I'm under no delusion why we're getting our intersection redesigned when other equally (or more) deserving improvements go undone: money. We've got it, in the form of traffic mitigation funds set up as a condition of approval for nearby development.
It's going to cost a lot to put in new curbs, dig up the street, change the sidewalk configuration, move a storm drain, put in dirt, plant grass, &c. Cost is one of the reasons that the city isn't throwing up pedestrian-friendly changes all over town. One reason.
But, does cost have to be such a big factor?
I'm guessing that we'd get the same effect on traffic with some concrete parking curbs bolted into the pavement where the new curb line is going to go. (And, we wouldn't have to wait until spring.) If concrete curbs wouldn't be as obvious to traffic, add some signs.
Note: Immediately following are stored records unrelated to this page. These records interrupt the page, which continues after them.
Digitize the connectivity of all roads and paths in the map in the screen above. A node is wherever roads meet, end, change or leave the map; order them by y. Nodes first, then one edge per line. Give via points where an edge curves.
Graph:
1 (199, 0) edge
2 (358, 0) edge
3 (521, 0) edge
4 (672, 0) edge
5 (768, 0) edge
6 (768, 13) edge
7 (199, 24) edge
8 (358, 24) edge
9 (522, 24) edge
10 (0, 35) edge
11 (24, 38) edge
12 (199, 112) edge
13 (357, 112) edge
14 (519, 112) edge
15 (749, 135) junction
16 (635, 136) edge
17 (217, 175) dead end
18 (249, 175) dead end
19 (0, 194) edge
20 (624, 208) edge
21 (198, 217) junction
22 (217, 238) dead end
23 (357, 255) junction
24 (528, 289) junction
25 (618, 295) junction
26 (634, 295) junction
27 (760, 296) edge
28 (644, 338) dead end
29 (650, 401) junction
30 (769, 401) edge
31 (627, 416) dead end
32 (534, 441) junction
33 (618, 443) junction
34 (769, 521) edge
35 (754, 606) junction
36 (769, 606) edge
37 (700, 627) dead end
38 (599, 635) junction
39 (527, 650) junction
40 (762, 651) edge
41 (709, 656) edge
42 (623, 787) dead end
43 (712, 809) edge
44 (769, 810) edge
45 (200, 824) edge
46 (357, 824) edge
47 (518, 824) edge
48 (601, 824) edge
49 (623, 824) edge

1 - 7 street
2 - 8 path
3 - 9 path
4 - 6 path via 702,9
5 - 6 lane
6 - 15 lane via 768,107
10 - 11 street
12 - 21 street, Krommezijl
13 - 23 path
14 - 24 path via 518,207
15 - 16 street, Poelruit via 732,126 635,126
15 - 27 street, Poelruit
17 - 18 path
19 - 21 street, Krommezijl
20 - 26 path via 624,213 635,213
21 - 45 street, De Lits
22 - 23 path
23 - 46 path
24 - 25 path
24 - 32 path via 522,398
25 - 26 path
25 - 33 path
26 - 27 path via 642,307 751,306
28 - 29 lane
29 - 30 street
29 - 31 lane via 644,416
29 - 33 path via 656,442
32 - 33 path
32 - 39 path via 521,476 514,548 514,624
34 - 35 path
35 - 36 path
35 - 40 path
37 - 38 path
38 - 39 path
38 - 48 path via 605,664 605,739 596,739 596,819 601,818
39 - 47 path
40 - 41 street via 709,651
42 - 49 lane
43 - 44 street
At something like $20-50 for a six-foot length of six-inch high concrete curb, you could do our proposed curb line for probably 10% of what our project is going to cost.
Undoubtedly, it would not look as attractive. But, what is our priority. Safety or beauty? Fortunately, because we have the money, we don't have to choose.
But, at other locations where private funding is not available, maybe concrete curbing makes sense.
Take, for instance, Langley Street, where it meets Centre Street. The west end of Langley is a sea of asphalt that should be redesigned and rebuilt to give most of the area back to pedestrians. I bet it will be no small dollar project to rebuild the curb line, build new sidewalks, dig up asphalt, put in dirt, plant grass, etc.
So don't. At least for now.
Spend a couple of days hammering concrete curbs into the pavement and putting up signs to create a safe zone for pedestrians. Later, when the money for a more permanent change is available, do it up nice.
The city could take the same approach all over town and create lots of curb extensions quickly.